Cartum – A Kenana Sugar Company é a ponta de lança do projeto sudanês de desenvolvimento agrícola. Enquanto governos e empresas árabes discutem estratégias para o setor, a companhia pretende investir US$ 2 bilhões nos próximos cinco anos em diversos projetos de expansão.
"A estratégia [sudanesa de desenvolvimento da agricultura] é substancial, precisamos embarcar em projetos de larga escala destinados à exportação", disse o diretor gerente da empresa, Mohamed El Mardi El Tergani, em entrevista à ANBA em Cartum, capital do país africano. "O maior setor e o mais fácil no Sudão é do açúcar", acrescentou.
Maior e mais fácil porque nos últimos 37 anos, desde a sua fundação, a empresa desenvolve um modelo que, em tese, pode ser replicado em outras áreas. Ela tem como acionistas os governos do Sudão, Arábia Saudita e Kuwait, instituições árabes de fomento, bancos comerciais e a japonesa Sojitz, e utiliza um sistema de produção integrado onde subprodutos, como melado e bagaço, são usados na fabricação de etanol, ração animal e energia.

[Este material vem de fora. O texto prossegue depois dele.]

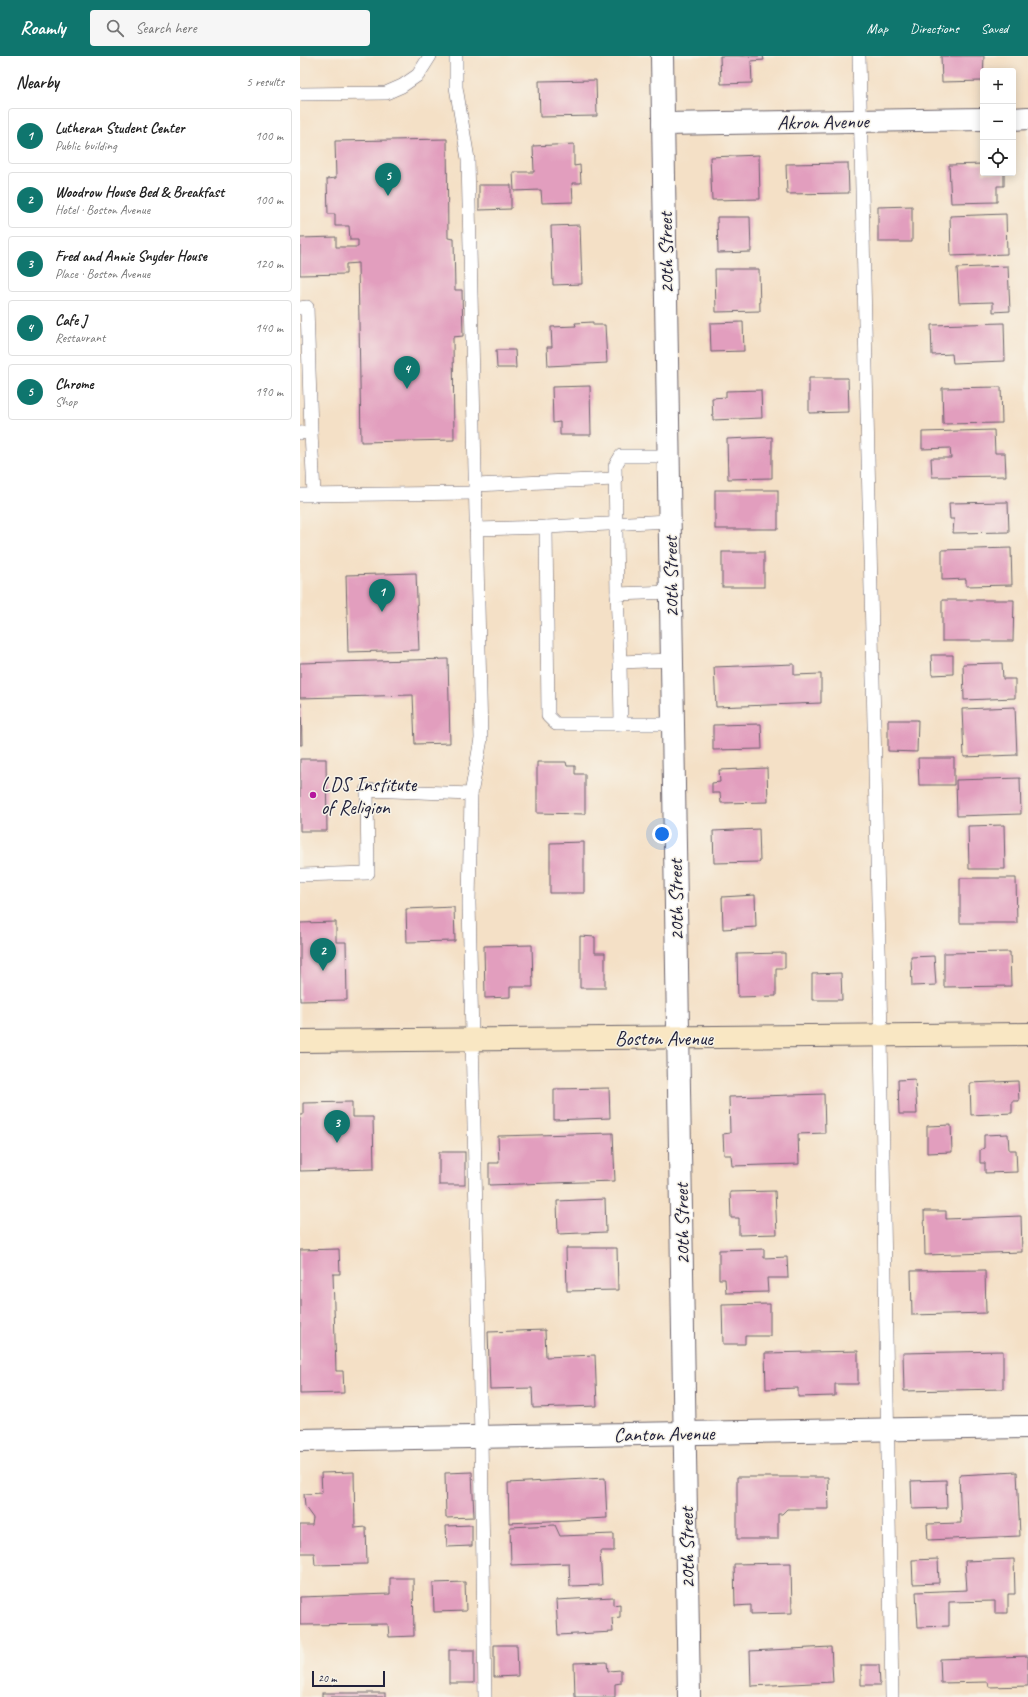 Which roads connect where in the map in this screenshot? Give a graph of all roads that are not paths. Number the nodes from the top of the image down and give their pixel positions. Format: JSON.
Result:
{"nodes":[{"id":1,"x":430,"y":56,"type":"edge"},
{"id":2,"x":456,"y":56,"type":"edge"},
{"id":3,"x":662,"y":56,"type":"edge"},
{"id":4,"x":859,"y":56,"type":"edge"},
{"id":5,"x":300,"y":94,"type":"edge"},
{"id":6,"x":1028,"y":118,"type":"edge"},
{"id":7,"x":980,"y":119,"type":"edge"},
{"id":8,"x":1016,"y":119,"type":"edge"},
{"id":9,"x":860,"y":121,"type":"junction"},
{"id":10,"x":663,"y":124,"type":"junction"},
{"id":11,"x":300,"y":308,"type":"edge"},
{"id":12,"x":306,"y":433,"type":"edge"},
{"id":13,"x":669,"y":456,"type":"junction"},
{"id":14,"x":616,"y":479,"type":"junction"},
{"id":15,"x":476,"y":489,"type":"junction"},
{"id":16,"x":300,"y":495,"type":"edge"},
{"id":17,"x":314,"y":495,"type":"junction"},
{"id":18,"x":670,"y":521,"type":"junction"},
{"id":19,"x":616,"y":524,"type":"junction"},
{"id":20,"x":546,"y":527,"type":"junction"},
{"id":21,"x":476,"y":529,"type":"junction"},
{"id":22,"x":671,"y":592,"type":"junction"},
{"id":23,"x":617,"y":594,"type":"junction"},
{"id":24,"x":672,"y":660,"type":"junction"},
{"id":25,"x":620,"y":662,"type":"junction"},
{"id":26,"x":622,"y":724,"type":"junction"},
{"id":27,"x":674,"y":724,"type":"junction"},
{"id":28,"x":471,"y":794,"type":"junction"},
{"id":29,"x":300,"y":875,"type":"edge"},
{"id":30,"x":1028,"y":1034,"type":"edge"},
{"id":31,"x":881,"y":1036,"type":"junction"},
{"id":32,"x":471,"y":1038,"type":"junction"},
{"id":33,"x":679,"y":1038,"type":"junction"},
{"id":34,"x":300,"y":1041,"type":"edge"},
{"id":35,"x":1028,"y":1427,"type":"edge"},
{"id":36,"x":888,"y":1430,"type":"junction"},
{"id":37,"x":685,"y":1434,"type":"junction"},
{"id":38,"x":481,"y":1437,"type":"junction"},
{"id":39,"x":300,"y":1440,"type":"edge"},
{"id":40,"x":485,"y":1697,"type":"edge"},
{"id":41,"x":689,"y":1697,"type":"edge"},
{"id":42,"x":892,"y":1697,"type":"edge"}],
"edges":[{"from":1,"to":5,"type":"lane"},
{"from":2,"to":15,"type":"lane"},
{"from":3,"to":10,"type":"street","name":"20th Street"},
{"from":4,"to":9,"type":"lane"},
{"from":6,"to":8,"type":"street"},
{"from":7,"to":9,"type":"street","name":"Akron Avenue"},
{"from":9,"to":10,"type":"street","name":"Akron Avenue"},
{"from":9,"to":31,"type":"lane"},
{"from":10,"to":13,"type":"street","name":"20th Street"},
{"from":11,"to":12,"type":"lane"},
{"from":12,"to":17,"type":"lane"},
{"from":13,"to":14,"type":"lane"},
{"from":13,"to":18,"type":"street","name":"20th Street"},
{"from":14,"to":15,"type":"lane"},
{"from":14,"to":19,"type":"lane"},
{"from":15,"to":17,"type":"lane"},
{"from":15,"to":21,"type":"lane"},
{"from":16,"to":17,"type":"lane"},
{"from":18,"to":19,"type":"lane"},
{"from":18,"to":22,"type":"street","name":"20th Street"},
{"from":19,"to":20,"type":"lane"},
{"from":19,"to":23,"type":"lane"},
{"from":20,"to":21,"type":"lane"},
{"from":20,"to":26,"type":"lane"},
{"from":21,"to":28,"type":"lane"},
{"from":22,"to":23,"type":"lane"},
{"from":22,"to":24,"type":"street","name":"20th Street"},
{"from":23,"to":25,"type":"lane"},
{"from":24,"to":25,"type":"lane"},
{"from":24,"to":27,"type":"street","name":"20th Street"},
{"from":25,"to":26,"type":"lane"},
{"from":26,"to":27,"type":"lane"},
{"from":27,"to":33,"type":"street","name":"20th Street"},
{"from":28,"to":29,"type":"lane"},
{"from":28,"to":32,"type":"lane"},
{"from":30,"to":31,"type":"street","name":"Boston Avenue"},
{"from":31,"to":33,"type":"street","name":"Boston Avenue"},
{"from":31,"to":36,"type":"lane"},
{"from":32,"to":33,"type":"street","name":"Boston Avenue"},
{"from":32,"to":34,"type":"street","name":"Boston Avenue"},
{"from":32,"to":38,"type":"lane"},
{"from":33,"to":37,"type":"street","name":"20th Street"},
{"from":35,"to":36,"type":"street","name":"Canton Avenue"},
{"from":36,"to":37,"type":"street","name":"Canton Avenue"},
{"from":36,"to":42,"type":"lane"},
{"from":37,"to":38,"type":"street","name":"Canton Avenue"},
{"from":37,"to":41,"type":"street","name":"20th Street"},
{"from":38,"to":39,"type":"street","name":"Canton Avenue"},
{"from":38,"to":40,"type":"lane"}]} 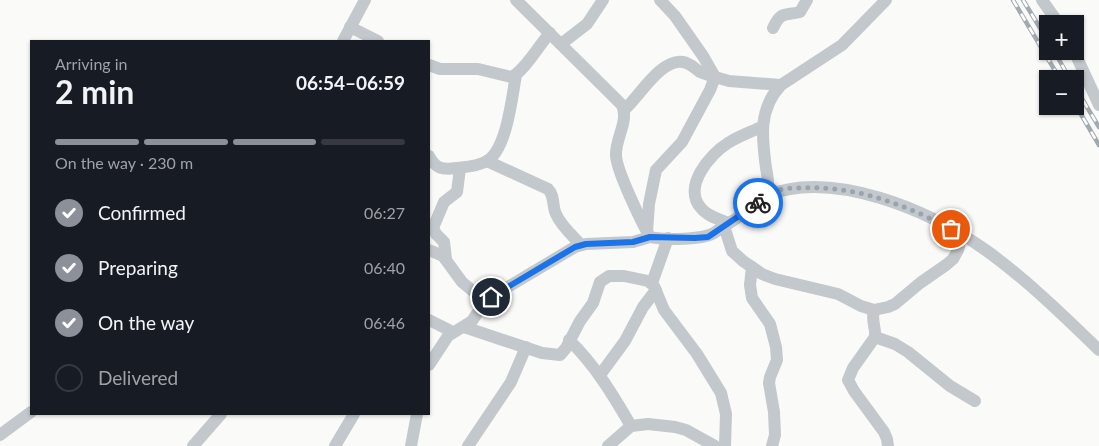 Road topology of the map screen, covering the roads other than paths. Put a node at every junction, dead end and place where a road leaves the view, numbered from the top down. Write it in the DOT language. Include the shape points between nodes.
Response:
graph roads {
  1 [pos="365,0"];
  2 [pos="516,0"];
  3 [pos="604,0"];
  4 [pos="807,0"];
  5 [pos="886,0"];
  6 [pos="1042,0"];
  7 [pos="666,2"];
  8 [pos="1053,15"];
  9 [pos="350,27"];
  10 [pos="772,28"];
  11 [pos="550,33"];
  12 [pos="344,40"];
  13 [pos="376,40"];
  14 [pos="561,44"];
  15 [pos="1078,60"];
  16 [pos="430,65"];
  17 [pos="516,75"];
  18 [pos="715,77"];
  19 [pos="781,85"];
  20 [pos="1099,105"];
  21 [pos="624,110"];
  22 [pos="763,126"];
  23 [pos="430,158"];
  24 [pos="487,161"];
  25 [pos="460,168"];
  26 [pos="765,196"];
  27 [pos="726,225"];
  28 [pos="648,235"];
  29 [pos="962,235"];
  30 [pos="668,238"];
  31 [pos="581,245"];
  32 [pos="430,250"];
  33 [pos="446,259"];
  34 [pos="752,267"];
  35 [pos="654,287"];
  36 [pos="486,302"];
  37 [pos="874,310"];
  38 [pos="430,320"];
  39 [pos="459,329"];
  40 [pos="875,337"];
  41 [pos="569,340"];
  42 [pos="526,347"];
  43 [pos="1099,350"];
  44 [pos="430,363"];
  45 [pos="600,375"];
  46 [pos="975,401"];
  47 [pos="30,413"];
  48 [pos="220,415"];
  49 [pos="353,415"];
  50 [pos="417,415"];
  51 [pos="631,426"];
  52 [pos="0,435"];
  53 [pos="193,446"];
  54 [pos="335,446"];
  55 [pos="411,446"];
  56 [pos="468,446"];
  57 [pos="608,446"];
  58 [pos="715,446"];
  59 [pos="725,446"];
  60 [pos="772,446"];
  61 [pos="888,446"];
  1 -- 9 [label="street"];
  2 -- 11 [label="street"];
  3 -- 14 [label="street" via="587,24"];
  4 -- 10 [label="street" via="800,12 782,15"];
  5 -- 19 [label="street" via="842,45"];
  6 -- 8 [label="street"];
  7 -- 18 [label="street"];
  9 -- 12 [label="street"];
  9 -- 13 [label="street"];
  11 -- 14 [label="street"];
  11 -- 17 [label="street"];
  14 -- 21 [label="street"];
  15 -- 20 [label="street"];
  16 -- 17 [label="street" via="440,69 478,69 511,77"];
  17 -- 24 [label="street" via="505,129 495,152"];
  18 -- 19 [label="street"];
  18 -- 21 [label="street" via="682,62 671,64 654,77"];
  18 -- 28 [label="street" via="682,142 656,170 649,204"];
  19 -- 22 [label="street" via="770,98"];
  21 -- 28 [label="street" via="616,160"];
  22 -- 26 [label="street" via="768,178"];
  22 -- 27 [label="street" via="726,144 702,170 696,182 695,198 700,207"];
  23 -- 25 [label="street" via="439,169"];
  24 -- 25 [label="street"];
  24 -- 31 [label="street" via="548,188 552,193 554,210"];
  25 -- 33 [label="street" via="457,192 444,202 433,228 444,242"];
  26 -- 27 [label="street"];
  26 -- 29 [label="street" via="801,188 852,191 896,204"];
  27 -- 30 [label="street" via="708,237"];
  27 -- 34 [label="street" via="732,250"];
  28 -- 30 [label="street"];
  28 -- 31 [label="street" via="633,242"];
  29 -- 37 [label="street" via="958,250 946,265 895,304"];
  29 -- 43 [label="street" via="1016,274"];
  30 -- 35 [label="street"];
  31 -- 36 [label="street" via="554,258"];
  32 -- 33 [label="street"];
  33 -- 36 [label="street" via="456,275"];
  34 -- 37 [label="street" via="775,279 838,294"];
  34 -- 60 [label="street" via="752,298 770,324 776,347 777,360 769,383 774,412"];
  35 -- 41 [label="street" via="624,276 604,279 597,287 591,308"];
  35 -- 45 [label="street" via="625,341"];
  35 -- 59 [label="street" via="664,310 721,393 726,414"];
  36 -- 39 [label="street" via="472,321"];
  37 -- 40 [label="street"];
  38 -- 39 [label="street"];
  39 -- 42 [label="street"];
  39 -- 44 [label="street" via="448,336"];
  40 -- 46 [label="street" via="908,352 950,386"];
  40 -- 61 [label="street" via="848,380 884,432"];
  41 -- 42 [label="street" via="563,353 556,355"];
  41 -- 45 [label="street"];
  42 -- 56 [label="street" via="512,382"];
  45 -- 51 [label="street"];
  47 -- 52 [label="street"];
  48 -- 53 [label="street"];
  49 -- 54 [label="street"];
  50 -- 55 [label="street"];
  51 -- 57 [label="street"];
  51 -- 58 [label="street" via="675,427"];
}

Por meio de suas subsidiárias, a Kenana produz também lácteos, amendoim, sementes de girassol, milho e soja. A ideia é aumentar a produção e expandir para outros produtos, como sorgo, trigo, carnes, produtos hortícolas, óleos vegetais e biodiesel.
“Alimentos e combustíveis têm sido a preocupação do mundo todo”, afirmou Mardi. “Há falta de alimentos [no mercado mundial], há uma crise, não há disponibilidade. Mesmo quem tem dinheiro não vai conseguir comprar”, acrescentou.
Ainda este ano, a companhia espera o início da produção em uma nova planta, a White Nile, na qual tem participação, que vai fabricar 500 mil toneladas de açúcar anuais, volume igual ao produzido hoje pela empresa. Outro projeto previsto, o Redais, que tem acionistas chineses, pretende ampliar o total em mais 500 mil.
Na seara do etanol, a Kenana, que já produz o combustível em uma fábrica com maquinário e equipamentos fornecidos pela brasileira Dedini, quer ampliar a capacidade, que atualmente é de 65 milhões de litros. O Sudão vende o álcool para a União Europeia.
No Sudão, um dos principais problemas é conseguir financiamento. Segundo Mardi, projetos de menor porte até conseguem dinheiro local, mas para os maiores a solução é buscar em instituições de outros países, como os árabes do Golfo e a China. Há forte presença de chineses em Cartum.
Parceria verde e amarela
Para os projetos de expansão, os acionistas da Kenana devem arcar com US$ 500 milhões e o restante a empresa pretende conseguir por meio de financiamentos externos, inclusive crédito para exportação do Brasil.
“Queremos fazer parte do projeto de [financiamento] de exportações do Brasil”, declarou o executivo. Dessa maneira, a companhia espera conseguir comprar máquinas, equipamentos e até sementes brasileiras. Esse comércio já ocorre, até porque existem brasileiros atuando na agricultura sudanesa, mas em pequena escala.
Ainda no Brasil, a Kenana, segundo Mardi, está conversando com o grupo Odebrecht com vistas a construir um terminal marítimo em Port Sudan, no Mar Vermelho, e a produzir biodiesel de soja.
Paralelamente, a Kenana lançou, em parceria com a empresa egípcia Beltone, o fundo de investimentos agrícolas Mahaseel, que pretende captar US$ 1 bilhão para projetos no Sudão e no Egito. “É um fundo de participações, um novo mecanismo para financiar projetos”, disse Mardi. Um dos principais alvos de captação são os fundos soberanos.
Mas não é só da agricultura que o Sudão quer viver. O país é rico em recursos minerais, apesar da maior parte da produção petrolífera ter ficado para o Sudão do Sul após a separação dos dois países na metade deste ano.
De acordo com o presidente da Federação dos Empresários e Empregadores Sudaneses, Saud Al Breir, o país espera ampliar em breve suas exportações de ouro de 30 toneladas por ano para 74. Ele acrescentou que existem no Norte reservas de petróleo ainda não exploradas.
Outros itens que podem ser melhor aproveitados, em sua avaliação, são a goma arábica, tradicional no Sudão, e o hibisco, ou karkadê, flor com a qual se prepara um chá muito apreciado na região, especialmente no Egito. Dizem os egípcios que é bom para tratar vários tipos de doenças.
“O Sudão não é o Eldorado, mas é um país rico em recursos minerais, tem água em abundância e uma localização estratégica”, observou o embaixador brasileiro em Cartum, Antonio Carlos do Nascimento Pedro.